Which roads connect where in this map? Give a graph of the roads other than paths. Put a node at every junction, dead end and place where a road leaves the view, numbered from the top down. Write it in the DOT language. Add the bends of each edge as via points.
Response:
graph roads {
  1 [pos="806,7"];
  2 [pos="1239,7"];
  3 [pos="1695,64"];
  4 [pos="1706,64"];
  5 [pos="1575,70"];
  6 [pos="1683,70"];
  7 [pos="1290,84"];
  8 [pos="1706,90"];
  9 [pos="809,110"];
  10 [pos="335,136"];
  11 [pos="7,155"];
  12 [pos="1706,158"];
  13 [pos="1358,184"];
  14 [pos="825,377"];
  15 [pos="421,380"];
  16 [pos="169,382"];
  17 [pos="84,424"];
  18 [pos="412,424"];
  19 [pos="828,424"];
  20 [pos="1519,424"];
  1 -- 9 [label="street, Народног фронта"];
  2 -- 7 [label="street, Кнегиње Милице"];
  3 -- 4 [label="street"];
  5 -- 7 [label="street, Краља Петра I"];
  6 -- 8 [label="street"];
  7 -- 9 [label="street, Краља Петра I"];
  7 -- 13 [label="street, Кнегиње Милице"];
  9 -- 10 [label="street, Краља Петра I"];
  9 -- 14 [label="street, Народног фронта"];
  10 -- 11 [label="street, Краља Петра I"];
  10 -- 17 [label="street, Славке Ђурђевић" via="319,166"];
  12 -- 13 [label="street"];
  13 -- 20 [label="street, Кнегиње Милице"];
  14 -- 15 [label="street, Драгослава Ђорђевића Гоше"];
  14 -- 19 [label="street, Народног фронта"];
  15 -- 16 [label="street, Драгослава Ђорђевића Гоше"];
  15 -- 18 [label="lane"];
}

==

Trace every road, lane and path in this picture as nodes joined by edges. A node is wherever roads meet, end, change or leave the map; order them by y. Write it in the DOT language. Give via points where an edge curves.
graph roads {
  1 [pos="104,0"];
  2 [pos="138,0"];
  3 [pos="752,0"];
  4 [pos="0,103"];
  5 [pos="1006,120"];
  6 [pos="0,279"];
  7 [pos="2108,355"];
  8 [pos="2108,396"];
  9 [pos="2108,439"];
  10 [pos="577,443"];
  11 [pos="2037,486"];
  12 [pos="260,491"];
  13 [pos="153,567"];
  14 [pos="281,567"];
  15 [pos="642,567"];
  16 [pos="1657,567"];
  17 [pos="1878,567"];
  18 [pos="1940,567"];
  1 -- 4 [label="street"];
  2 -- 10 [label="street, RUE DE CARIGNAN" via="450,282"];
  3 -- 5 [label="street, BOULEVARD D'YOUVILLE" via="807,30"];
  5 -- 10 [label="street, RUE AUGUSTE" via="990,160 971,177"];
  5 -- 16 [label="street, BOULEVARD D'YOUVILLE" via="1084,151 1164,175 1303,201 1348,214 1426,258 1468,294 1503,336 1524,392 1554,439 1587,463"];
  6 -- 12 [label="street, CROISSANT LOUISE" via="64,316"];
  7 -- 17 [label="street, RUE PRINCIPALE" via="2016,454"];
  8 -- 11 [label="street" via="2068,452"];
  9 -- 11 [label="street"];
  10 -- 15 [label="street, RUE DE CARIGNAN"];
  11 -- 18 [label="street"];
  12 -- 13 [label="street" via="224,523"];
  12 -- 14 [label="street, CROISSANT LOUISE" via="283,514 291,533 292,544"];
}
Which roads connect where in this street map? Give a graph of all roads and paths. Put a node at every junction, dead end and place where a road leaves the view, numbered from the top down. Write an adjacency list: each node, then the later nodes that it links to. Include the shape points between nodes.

| WORK TASK |
Among the lines of the listing above, which ones hold "paths"? Copy them.

| TASK RESPONSE |
Which roads connect where in this map? Give a graph of the roads other than paths. Put a node at every junction, dead end and place where a road leaves the view, numbered from the top down. Write it in the DOT language. Add the bends of each edge as via points.
Which roads connect where in this street map? Give a graph of all roads and paths. Put a node at every junction, dead end and place where a road leaves the view, numbered from the top down. Write an adjacency list: each node, then the later nodes that it links to. Include the shape points between nodes.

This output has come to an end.